**Task description:** Copy each line of the data below in which the word "North" can be found.

**Material for this exercise:**
====
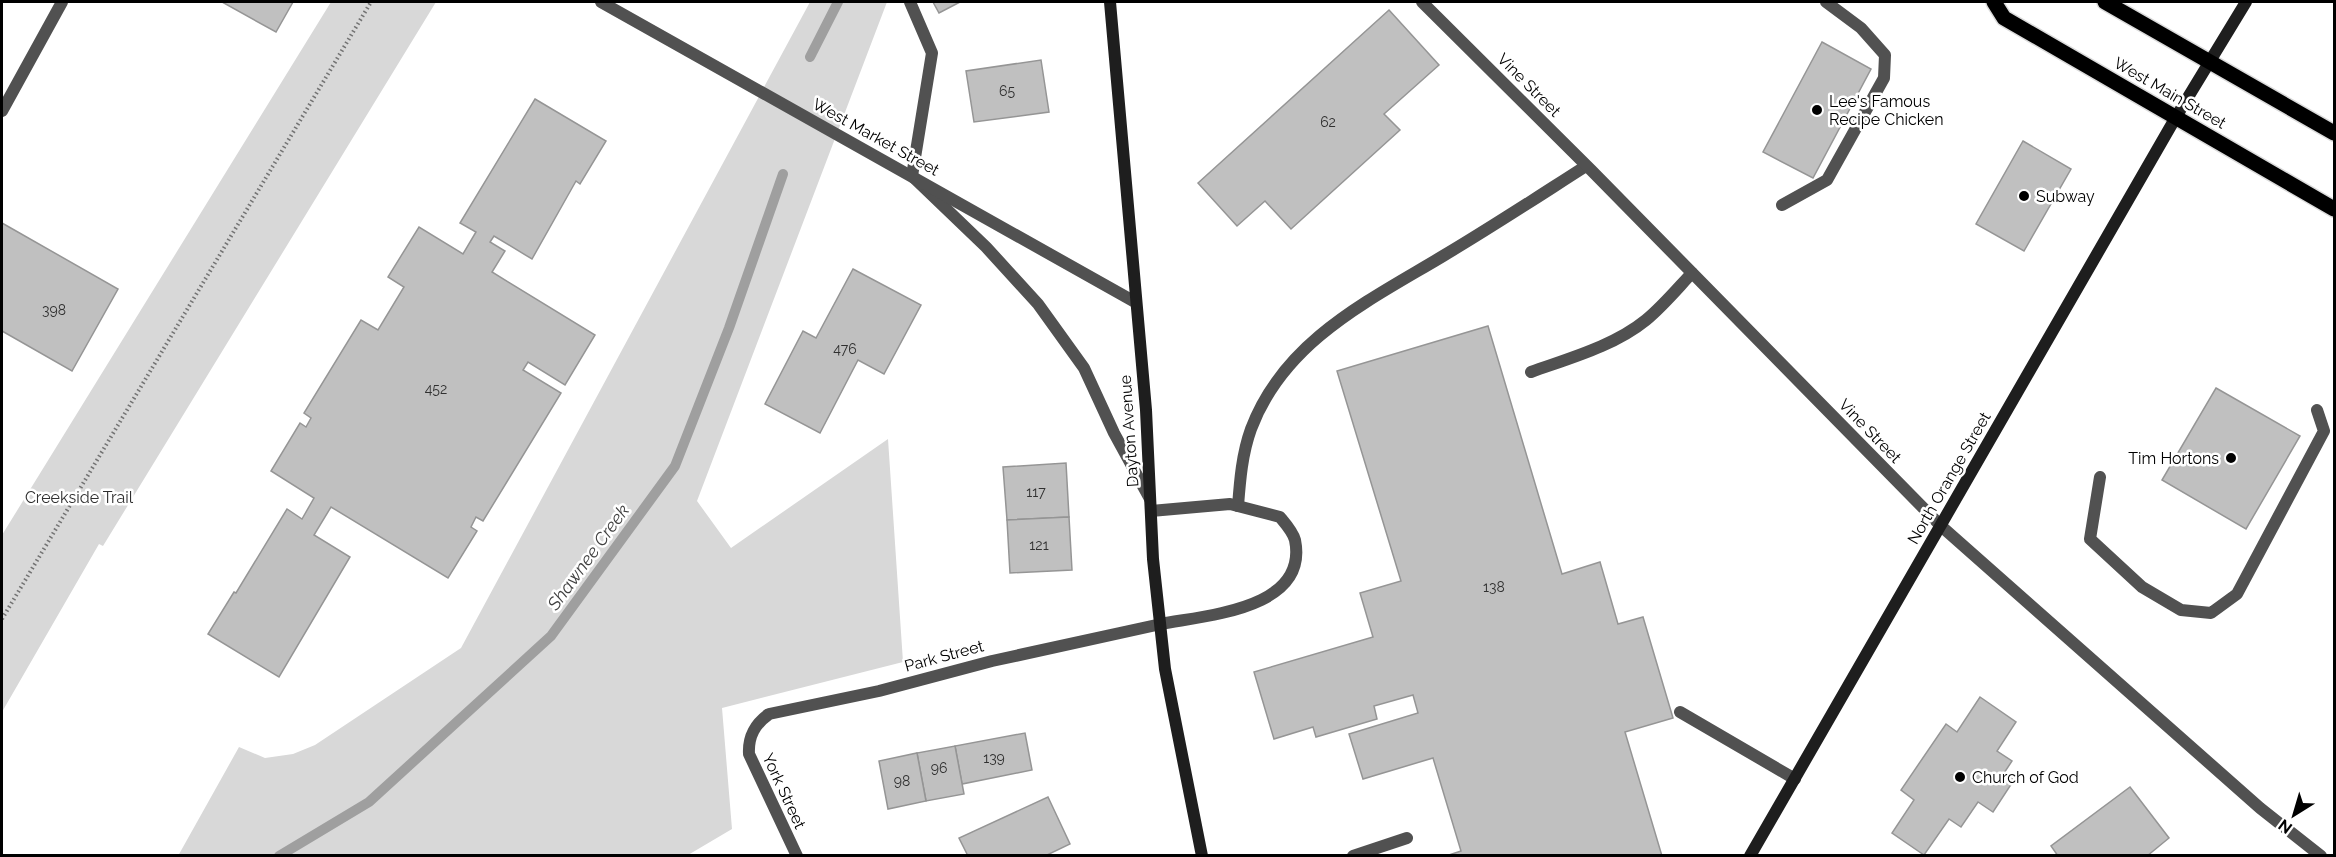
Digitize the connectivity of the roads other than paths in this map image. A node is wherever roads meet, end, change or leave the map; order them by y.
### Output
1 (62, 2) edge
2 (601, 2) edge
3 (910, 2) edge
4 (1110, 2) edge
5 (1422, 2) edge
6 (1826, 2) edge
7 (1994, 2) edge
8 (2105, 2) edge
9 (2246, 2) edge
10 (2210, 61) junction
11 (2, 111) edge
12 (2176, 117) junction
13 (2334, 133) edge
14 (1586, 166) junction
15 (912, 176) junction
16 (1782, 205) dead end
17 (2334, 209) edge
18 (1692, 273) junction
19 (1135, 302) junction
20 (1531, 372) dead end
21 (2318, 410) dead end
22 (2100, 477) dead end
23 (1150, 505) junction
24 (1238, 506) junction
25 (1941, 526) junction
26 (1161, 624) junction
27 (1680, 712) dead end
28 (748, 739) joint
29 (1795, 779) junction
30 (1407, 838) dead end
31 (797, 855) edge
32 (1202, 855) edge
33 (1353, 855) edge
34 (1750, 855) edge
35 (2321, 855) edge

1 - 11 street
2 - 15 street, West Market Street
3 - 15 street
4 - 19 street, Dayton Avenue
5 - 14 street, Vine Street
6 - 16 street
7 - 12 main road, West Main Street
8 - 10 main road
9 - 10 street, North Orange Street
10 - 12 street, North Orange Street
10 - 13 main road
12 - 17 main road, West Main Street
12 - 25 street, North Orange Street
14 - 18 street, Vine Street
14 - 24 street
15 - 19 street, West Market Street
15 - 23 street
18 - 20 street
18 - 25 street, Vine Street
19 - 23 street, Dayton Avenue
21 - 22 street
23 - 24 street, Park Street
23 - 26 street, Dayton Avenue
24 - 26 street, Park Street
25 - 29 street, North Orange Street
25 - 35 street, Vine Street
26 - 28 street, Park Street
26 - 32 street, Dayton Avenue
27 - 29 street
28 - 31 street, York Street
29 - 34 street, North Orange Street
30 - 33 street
====
**Exercise solution:**
9 - 10 street, North Orange Street
10 - 12 street, North Orange Street
12 - 25 street, North Orange Street
25 - 29 street, North Orange Street
29 - 34 street, North Orange Street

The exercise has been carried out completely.